--- Raw data ---
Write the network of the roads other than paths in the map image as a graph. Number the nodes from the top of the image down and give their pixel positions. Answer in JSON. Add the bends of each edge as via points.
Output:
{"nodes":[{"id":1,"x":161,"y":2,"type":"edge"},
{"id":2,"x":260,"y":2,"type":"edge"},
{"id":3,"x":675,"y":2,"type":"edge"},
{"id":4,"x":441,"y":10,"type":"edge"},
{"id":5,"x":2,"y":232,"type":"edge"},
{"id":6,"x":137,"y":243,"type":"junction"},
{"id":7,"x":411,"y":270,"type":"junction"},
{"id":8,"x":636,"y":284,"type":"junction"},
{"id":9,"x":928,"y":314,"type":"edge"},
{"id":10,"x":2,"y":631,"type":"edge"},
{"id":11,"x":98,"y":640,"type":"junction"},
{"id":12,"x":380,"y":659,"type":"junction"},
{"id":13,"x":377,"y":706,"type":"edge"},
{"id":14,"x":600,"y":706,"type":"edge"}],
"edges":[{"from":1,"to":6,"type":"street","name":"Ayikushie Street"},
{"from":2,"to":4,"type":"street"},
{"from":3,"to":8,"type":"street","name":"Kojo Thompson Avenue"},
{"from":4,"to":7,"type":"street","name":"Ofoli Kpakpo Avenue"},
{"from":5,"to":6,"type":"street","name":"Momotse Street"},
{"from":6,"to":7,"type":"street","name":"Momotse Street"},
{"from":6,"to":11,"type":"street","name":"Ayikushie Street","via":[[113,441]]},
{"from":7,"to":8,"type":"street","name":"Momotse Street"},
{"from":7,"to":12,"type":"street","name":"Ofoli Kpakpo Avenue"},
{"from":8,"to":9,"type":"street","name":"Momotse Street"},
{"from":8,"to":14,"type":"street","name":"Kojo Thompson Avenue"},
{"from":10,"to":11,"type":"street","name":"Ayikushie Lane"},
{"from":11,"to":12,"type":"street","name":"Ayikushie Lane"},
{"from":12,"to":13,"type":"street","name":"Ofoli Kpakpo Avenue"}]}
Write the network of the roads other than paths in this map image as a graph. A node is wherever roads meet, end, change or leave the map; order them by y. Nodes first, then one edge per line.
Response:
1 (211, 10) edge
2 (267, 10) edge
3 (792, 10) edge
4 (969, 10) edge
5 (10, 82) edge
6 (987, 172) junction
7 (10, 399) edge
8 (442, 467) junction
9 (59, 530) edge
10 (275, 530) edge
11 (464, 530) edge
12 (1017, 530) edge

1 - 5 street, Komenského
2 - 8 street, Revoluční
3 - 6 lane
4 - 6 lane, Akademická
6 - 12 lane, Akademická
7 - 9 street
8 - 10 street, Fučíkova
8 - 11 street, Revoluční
---
--- Raw data ---
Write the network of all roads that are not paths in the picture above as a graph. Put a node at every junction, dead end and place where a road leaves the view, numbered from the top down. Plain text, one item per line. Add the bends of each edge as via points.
---
Exercise aim: Each line above that includes the word "image" is to be copied.

Result of this exercise:
Write the network of the roads other than paths in the map image as a graph. Number the nodes from the top of the image down and give their pixel positions. Answer in JSON. Add the bends of each edge as via points.
Write the network of the roads other than paths in this map image as a graph. A node is wherever roads meet, end, change or leave the map; order them by y. Nodes first, then one edge per line.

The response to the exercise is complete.